José de María Romero Barea © 2019 /
Somos seres sociables. Nos repelen los medios de comunicación centralizados, queremos subvertirlos, descentrarlos, socializarlos. Creer que las nuevas tecnologías no nos han cambiado para siempre es caer en la trampa de pensar que las máquinas son distintas a nosotros. Las hemos creado para que reflejen nuestros deseos e íntimas necesidades. Ellas, a cambio, fusionan universos. Barajan jerarquías. Generan mecanismos de exclusión. Vivimos inmersos en una amalgama de carne y ciberespacio en la que no dejamos de interpenetrarnos. Nos hemos convertido en un engendro eternamente vigilado.

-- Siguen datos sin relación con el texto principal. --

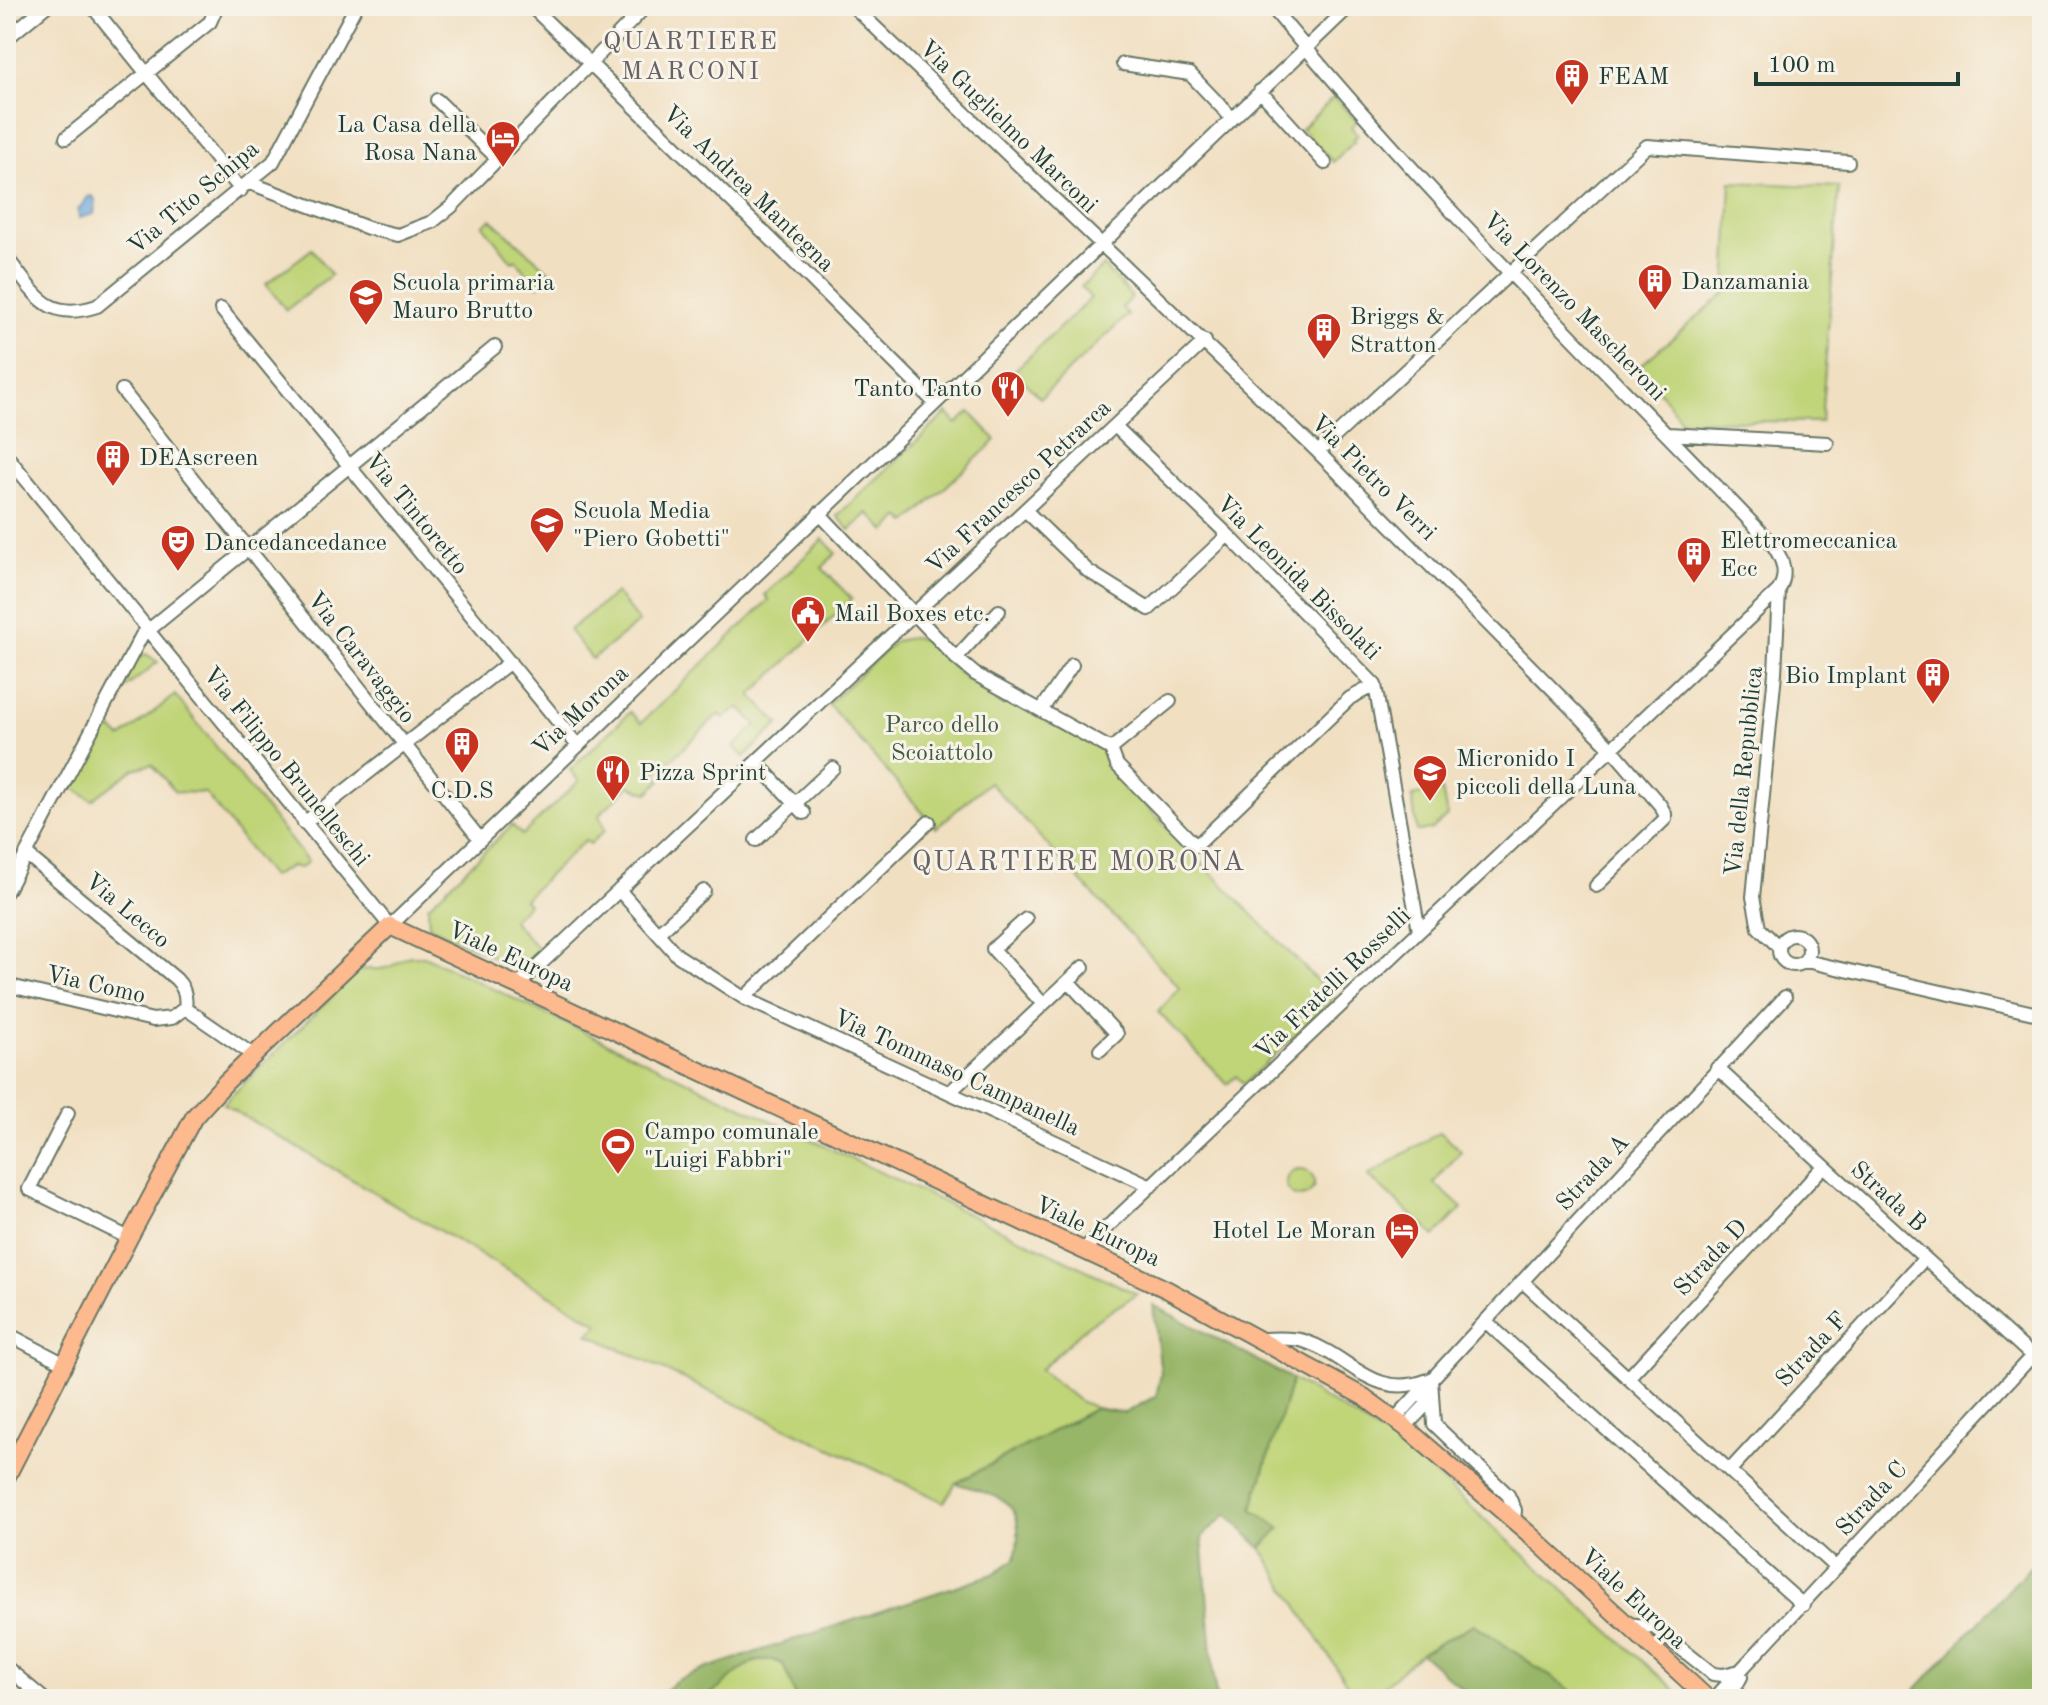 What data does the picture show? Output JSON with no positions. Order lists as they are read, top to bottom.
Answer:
{
  "streets": {
    "main road": ["Via Morona", "Viale Europa"],
    "street": [
      "Via Guglielmo Marconi",
      "Via Andrea Mantegna",
      "Via Tito Schipa",
      "Via Lorenzo Mascheroni",
      "Via Pietro Verri",
      "Via Francesco Petrarca",
      "Via Tintoretto",
      "Via Leonida Bissolati",
      "Via Caravaggio",
      "Via Filippo Brunelleschi",
      "Via della Repubblica",
      "Via Lecco",
      "Via Fratelli Rosselli",
      "Via Como",
      "Via Tommaso Campanella",
      "Strada A",
      "Strada B",
      "Strada D",
      "Strada F",
      "Strada C"
    ]
  },
  "crossings": [
    ["Via Guglielmo Marconi", "Via Pietro Verri"],
    ["Via Guglielmo Marconi", "Via Morona"],
    ["Via Andrea Mantegna", "Via Morona"],
    ["Via Lorenzo Mascheroni", "Via Morona"],
    ["Via Lorenzo Mascheroni", "Via della Repubblica"],
    ["Via Lorenzo Mascheroni", "Via Fratelli Rosselli"],
    ["Via Pietro Verri", "Via Francesco Petrarca"],
    ["Via Pietro Verri", "Via Morona"],
    ["Via Pietro Verri", "Via Fratelli Rosselli"],
    ["Via Francesco Petrarca", "Via Leonida Bissolati"],
    ["Via Francesco Petrarca", "Viale Europa"],
    ["Via Francesco Petrarca", "Via Tommaso Campanella"],
    ["Via Tintoretto", "Via Morona"],
    ["Via Leonida Bissolati", "Via Fratelli Rosselli"],
    ["Via Caravaggio", "Via Morona"],
    ["Via Morona", "Via Filippo Brunelleschi"],
    ["Via Morona", "Viale Europa"],
    ["Via Filippo Brunelleschi", "Viale Europa"],
    ["Via della Repubblica", "Via Fratelli Rosselli"],
    ["Via Lecco", "Via Como"],
    ["Viale Europa", "Via Fratelli Rosselli"],
    ["Viale Europa", "Strada A"],
    ["Viale Europa", "Strada C"],
    ["Via Fratelli Rosselli", "Via Tommaso Campanella"],
    ["Strada A", "Strada B"],
    ["Strada B", "Strada D"],
    ["Strada B", "Strada F"],
    ["Strada B", "Strada C"]
  ],
  "districts": ["QUARTIERE MARCONI", "QUARTIERE MORONA"],
  "parks": ["Parco dello Scoiattolo"],
  "places": {
    "building": [
      "FEAM",
      "Danzamania",
      "Briggs & Stratton",
      "DEAscreen",
      "Elettromeccanica Ecc",
      "Bio Implant",
      "C.D.S"
    ],
    "hotel": ["La Casa della Rosa Nana", "Hotel Le Moran"],
    "school or university": ["Scuola primaria Mauro Brutto", "Scuola Media \"Piero Gobetti\"", "Micronido I piccoli della Luna"],
    "restaurant": ["Tanto Tanto", "Pizza Sprint"],
    "theatre": ["Dancedancedance"],
    "public building": ["Mail Boxes etc."],
    "sports": ["Campo comunale \"Luigi Fabbri\""]
  },
  "scale_bar": "100 m"
}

En los libros del periodista y escritor Antonio Di Benedetto (Mendoza, 1922 – Buenos Aires, 1986) se socavan los mitos de habilitación / empoderamiento / esclarecimiento. Se ahonda en divisiones y desigualdades, se redunda en preocupaciones de género, poder e influencia. Su literatura pre-tecnológica supone un invaluable manual para nuestro tiempo fieramente digital, donde nada es lo que parece. Mucho menos, la red que habitamos. Hoy que la interconexión permanente ha logrado, al fin, desorganizar lo organizado, globalizar lo local, armonizar una lúdica regeneración autosuficiente, aunque psicológicamente dispersa, nada más procedente que una literatura que privilegia la transmisión holística mediante interdependientes redes colaborativas.

Zama
Entonces, como ahora, las noticias, los rumores y la sabiduría se movían entre personas que se amaban, se odiaban o tenían intereses en común: el Facebook de antaño se cumplía en cartas copiadas a mano, comentadas y vueltas a copiar. En el Paraguay del XVIII se intercambiaban citas, se contaban chismes, se cantaban poemas. Como ahora. No interesan demasiado a nuestro interlocutor, sin embargo, los accidentes de la cotidianeidad: “El agua quería llevárselo y lo llevaba, pero se enredó entre los palos del muelle decrépito y ahí estaba él, por irse y no, y ahí estábamos. Ahí estábamos, por irnos y no”.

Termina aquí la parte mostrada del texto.